The $100,000 Job Search: How the High-End Unemployed Cope

The more you make, the more’s at stake. People accustomed to six-figure salaries are increasingly among those seeking jobs, as the financial sector crumbles and takes with it thousands of related white-collar positions. When Citibank announced recently that it was showing some 50,000 employees — many of them highly paid executives — the door, the departing bankers joined more than 20,000 whom Citigroup had already laid off this year. Then there’s the chorus of layoff announcements from other financial firms from Morgan Stanley to AIG and suit-count cuts at nonfinancial firms from GM to Boeing. Overall, more than 2,100 companies fired at least 50 people in October alone, leaving some 230,000 people suddenly out of a job. That’s why so many $200 pairs of shoes are out pounding the pavement.

But the hiring machine hasn’t shut down altogether. Even as the number of Americans filing for unemployment benefits approaches a 26-year high, there are still a sizable number of jobs open for reasons unrelated to the economic turmoil. “With people leaving, retiring and taking other jobs, you still have to have a director of sales, a VP of marketing and a CFO position to fill,” says Marc Cenedella, founder of TheLadders.com, a subscription service that lists jobs paying more than $100,000. “Companies may not be making expansionary or discretionary hires,” says Cenedella of the high-end market, “but with natural turnover, there may be 3.2 million hires a year instead of 4 million in a normal market.” (See pictures of America’s hidden workforce.)

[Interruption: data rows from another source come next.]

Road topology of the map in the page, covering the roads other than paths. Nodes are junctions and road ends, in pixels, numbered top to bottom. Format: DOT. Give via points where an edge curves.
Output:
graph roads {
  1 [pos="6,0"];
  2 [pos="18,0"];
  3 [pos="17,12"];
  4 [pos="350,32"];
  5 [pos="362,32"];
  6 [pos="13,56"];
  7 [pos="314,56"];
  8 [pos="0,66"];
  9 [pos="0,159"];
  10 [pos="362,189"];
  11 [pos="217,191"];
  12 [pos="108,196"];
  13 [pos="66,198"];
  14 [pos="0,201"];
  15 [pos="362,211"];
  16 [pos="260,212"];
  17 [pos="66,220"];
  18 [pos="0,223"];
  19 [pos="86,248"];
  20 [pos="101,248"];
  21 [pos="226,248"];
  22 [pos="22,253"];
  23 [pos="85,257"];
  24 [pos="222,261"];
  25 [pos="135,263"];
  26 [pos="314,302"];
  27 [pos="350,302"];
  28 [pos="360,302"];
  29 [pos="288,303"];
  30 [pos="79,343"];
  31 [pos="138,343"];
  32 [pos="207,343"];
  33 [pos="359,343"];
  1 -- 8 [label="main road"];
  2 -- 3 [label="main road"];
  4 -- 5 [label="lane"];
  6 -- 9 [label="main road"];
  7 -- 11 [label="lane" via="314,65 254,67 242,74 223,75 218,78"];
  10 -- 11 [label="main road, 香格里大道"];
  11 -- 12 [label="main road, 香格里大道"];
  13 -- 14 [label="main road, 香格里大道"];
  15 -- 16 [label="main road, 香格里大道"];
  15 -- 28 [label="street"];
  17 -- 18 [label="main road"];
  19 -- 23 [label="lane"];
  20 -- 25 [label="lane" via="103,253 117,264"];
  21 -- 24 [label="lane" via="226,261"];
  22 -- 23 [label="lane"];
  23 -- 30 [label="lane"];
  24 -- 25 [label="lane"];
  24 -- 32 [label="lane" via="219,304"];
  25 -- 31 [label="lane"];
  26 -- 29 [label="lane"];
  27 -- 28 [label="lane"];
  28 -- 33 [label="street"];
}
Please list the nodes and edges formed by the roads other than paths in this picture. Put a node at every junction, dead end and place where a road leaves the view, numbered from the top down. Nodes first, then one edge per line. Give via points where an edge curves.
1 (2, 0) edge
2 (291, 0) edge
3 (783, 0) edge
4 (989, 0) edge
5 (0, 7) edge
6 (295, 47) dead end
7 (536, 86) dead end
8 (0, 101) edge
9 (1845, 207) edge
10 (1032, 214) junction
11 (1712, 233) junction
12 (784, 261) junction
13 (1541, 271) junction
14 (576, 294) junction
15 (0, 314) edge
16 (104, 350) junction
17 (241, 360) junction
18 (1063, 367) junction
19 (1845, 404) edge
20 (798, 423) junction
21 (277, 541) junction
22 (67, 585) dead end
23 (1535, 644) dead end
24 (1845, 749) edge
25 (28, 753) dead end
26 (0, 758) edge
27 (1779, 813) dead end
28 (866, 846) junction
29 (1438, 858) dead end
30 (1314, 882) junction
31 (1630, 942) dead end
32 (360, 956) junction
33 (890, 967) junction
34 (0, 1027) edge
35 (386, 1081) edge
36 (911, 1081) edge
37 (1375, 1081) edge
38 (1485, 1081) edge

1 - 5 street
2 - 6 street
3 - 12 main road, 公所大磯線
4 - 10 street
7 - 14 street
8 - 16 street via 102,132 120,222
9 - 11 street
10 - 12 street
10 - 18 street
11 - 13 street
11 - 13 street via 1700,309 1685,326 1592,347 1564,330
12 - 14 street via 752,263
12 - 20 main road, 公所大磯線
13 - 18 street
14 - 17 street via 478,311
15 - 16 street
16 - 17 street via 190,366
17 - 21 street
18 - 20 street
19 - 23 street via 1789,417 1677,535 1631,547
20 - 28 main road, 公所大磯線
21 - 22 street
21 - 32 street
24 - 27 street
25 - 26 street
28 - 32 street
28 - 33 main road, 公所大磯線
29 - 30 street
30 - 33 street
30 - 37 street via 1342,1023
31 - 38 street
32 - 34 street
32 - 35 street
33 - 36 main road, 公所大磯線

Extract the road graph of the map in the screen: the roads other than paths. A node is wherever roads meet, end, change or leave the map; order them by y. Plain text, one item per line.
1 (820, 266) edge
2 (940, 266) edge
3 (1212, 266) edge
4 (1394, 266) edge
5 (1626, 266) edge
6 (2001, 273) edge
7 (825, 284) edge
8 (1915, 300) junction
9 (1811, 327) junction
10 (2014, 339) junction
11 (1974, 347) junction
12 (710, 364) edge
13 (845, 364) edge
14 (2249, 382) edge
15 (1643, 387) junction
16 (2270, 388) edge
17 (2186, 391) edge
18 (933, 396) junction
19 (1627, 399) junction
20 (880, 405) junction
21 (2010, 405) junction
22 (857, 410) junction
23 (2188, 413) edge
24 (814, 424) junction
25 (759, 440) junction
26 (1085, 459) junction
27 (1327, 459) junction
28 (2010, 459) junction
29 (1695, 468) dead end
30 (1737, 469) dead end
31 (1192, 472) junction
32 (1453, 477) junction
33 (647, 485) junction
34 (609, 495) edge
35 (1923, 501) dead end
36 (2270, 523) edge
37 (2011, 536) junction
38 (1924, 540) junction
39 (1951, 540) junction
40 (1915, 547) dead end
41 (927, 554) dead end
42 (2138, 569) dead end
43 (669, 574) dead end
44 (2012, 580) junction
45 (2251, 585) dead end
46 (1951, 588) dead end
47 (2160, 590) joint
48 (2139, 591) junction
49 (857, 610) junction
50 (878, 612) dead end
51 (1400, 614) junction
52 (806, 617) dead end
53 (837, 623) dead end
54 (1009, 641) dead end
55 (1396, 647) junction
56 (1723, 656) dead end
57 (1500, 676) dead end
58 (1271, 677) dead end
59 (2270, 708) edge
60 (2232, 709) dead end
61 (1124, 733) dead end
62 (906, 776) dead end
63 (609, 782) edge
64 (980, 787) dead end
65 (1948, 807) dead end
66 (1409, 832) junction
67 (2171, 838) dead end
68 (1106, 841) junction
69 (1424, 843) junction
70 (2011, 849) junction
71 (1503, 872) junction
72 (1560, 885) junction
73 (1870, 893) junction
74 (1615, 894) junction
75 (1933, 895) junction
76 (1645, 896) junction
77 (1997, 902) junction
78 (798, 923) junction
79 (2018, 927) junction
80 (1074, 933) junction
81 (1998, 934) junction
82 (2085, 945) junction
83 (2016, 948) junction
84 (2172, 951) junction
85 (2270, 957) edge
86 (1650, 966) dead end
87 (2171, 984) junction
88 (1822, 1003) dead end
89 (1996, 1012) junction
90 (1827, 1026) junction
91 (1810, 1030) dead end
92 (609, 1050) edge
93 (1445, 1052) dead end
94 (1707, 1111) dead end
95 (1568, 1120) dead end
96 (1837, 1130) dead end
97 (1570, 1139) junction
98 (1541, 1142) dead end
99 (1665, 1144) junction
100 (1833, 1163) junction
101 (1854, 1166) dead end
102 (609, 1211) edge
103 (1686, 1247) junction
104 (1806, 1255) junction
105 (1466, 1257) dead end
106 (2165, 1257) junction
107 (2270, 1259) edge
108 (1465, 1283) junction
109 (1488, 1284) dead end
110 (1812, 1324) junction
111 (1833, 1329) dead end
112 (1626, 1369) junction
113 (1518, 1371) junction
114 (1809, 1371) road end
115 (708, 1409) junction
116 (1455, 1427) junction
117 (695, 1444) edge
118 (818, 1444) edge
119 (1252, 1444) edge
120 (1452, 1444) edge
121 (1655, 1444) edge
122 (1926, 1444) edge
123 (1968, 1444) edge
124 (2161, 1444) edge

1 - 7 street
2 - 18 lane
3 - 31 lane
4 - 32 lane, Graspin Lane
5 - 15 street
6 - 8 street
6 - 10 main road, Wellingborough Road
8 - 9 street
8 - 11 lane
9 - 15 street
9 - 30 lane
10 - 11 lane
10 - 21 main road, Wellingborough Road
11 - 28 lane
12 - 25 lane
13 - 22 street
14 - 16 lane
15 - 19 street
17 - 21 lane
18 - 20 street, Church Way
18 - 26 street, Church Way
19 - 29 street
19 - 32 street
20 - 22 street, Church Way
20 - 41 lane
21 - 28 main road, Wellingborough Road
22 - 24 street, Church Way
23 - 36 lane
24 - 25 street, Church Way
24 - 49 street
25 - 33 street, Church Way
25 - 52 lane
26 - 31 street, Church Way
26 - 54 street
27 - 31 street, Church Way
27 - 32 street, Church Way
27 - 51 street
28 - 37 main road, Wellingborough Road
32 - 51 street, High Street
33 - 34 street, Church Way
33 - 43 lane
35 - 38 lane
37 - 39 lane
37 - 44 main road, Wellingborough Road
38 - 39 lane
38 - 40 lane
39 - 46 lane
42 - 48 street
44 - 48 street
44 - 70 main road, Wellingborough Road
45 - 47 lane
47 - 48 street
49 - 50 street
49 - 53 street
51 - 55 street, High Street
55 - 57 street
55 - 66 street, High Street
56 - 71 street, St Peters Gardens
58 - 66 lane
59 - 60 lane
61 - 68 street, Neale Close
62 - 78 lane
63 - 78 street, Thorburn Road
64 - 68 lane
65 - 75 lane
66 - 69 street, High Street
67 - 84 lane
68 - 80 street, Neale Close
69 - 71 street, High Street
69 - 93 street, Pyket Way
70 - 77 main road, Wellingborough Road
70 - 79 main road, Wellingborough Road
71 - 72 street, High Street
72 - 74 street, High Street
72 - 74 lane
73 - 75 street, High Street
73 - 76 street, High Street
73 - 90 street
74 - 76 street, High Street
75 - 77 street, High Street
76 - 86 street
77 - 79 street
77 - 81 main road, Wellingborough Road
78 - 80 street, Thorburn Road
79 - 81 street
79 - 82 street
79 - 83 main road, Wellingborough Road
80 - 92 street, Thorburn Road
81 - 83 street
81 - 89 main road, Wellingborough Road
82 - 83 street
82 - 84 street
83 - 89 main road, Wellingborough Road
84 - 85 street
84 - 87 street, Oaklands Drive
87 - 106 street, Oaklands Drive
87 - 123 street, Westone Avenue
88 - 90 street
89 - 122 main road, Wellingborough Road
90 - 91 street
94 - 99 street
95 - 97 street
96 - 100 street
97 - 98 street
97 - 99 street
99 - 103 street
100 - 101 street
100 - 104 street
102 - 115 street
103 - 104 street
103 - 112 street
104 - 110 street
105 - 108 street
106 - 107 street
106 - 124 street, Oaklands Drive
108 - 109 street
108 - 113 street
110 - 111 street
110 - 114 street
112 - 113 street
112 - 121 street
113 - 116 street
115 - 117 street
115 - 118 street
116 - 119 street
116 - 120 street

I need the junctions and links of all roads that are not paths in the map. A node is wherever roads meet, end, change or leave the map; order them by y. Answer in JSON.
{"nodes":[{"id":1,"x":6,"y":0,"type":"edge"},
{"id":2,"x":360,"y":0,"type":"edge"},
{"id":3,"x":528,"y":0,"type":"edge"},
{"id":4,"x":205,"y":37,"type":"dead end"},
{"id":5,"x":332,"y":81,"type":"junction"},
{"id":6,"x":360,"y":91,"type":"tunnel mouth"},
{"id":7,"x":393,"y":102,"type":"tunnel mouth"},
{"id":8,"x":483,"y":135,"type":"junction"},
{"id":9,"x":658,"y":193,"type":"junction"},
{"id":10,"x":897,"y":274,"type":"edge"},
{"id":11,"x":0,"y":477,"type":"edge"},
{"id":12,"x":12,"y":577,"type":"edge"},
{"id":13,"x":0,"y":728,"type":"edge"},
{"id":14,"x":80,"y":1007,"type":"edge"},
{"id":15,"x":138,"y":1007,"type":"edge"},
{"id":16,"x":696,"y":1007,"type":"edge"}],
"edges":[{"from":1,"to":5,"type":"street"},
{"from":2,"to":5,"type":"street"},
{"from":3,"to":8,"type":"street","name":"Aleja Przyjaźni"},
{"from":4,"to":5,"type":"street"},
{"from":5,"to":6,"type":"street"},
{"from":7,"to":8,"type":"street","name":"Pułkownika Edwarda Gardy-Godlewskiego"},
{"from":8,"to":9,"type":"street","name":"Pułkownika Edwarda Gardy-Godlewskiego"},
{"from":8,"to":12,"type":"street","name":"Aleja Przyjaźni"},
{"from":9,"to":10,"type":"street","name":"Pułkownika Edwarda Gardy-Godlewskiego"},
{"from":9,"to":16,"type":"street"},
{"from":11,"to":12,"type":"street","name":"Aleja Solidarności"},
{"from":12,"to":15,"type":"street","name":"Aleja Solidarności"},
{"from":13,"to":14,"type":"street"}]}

Companies looking to fill those key positions today, however, have the luxury of sifting through legions of qualified candidates. Mark T. Williams, a finance professor at the Boston University School of Management, says recruiters for finance and other high-skill jobs may find themselves receiving 50 or 60 résumés for an opening that may once have attracted just 10 or 20. Some employers may use their improved odds to fill positions faster, given the greater availability of eager high-end talent. That can mean wrapping up a candidate search in a few days to two weeks, rather than two weeks to a month, says Jory Marino, head of the North American region for Heidrick & Struggles, a Chicago-based executive recruiter. Overall, Marino says, the number of unsolicited contacts his firm is receiving from those seeking high-end jobs is up 50% over prior years. “The supply-demand imbalance certainly favors employers,” says Mickey Matthews, who directs North American operations for Stanton Chase International, a global executive-search firm based in Dallas. “There’s talent out on the street.”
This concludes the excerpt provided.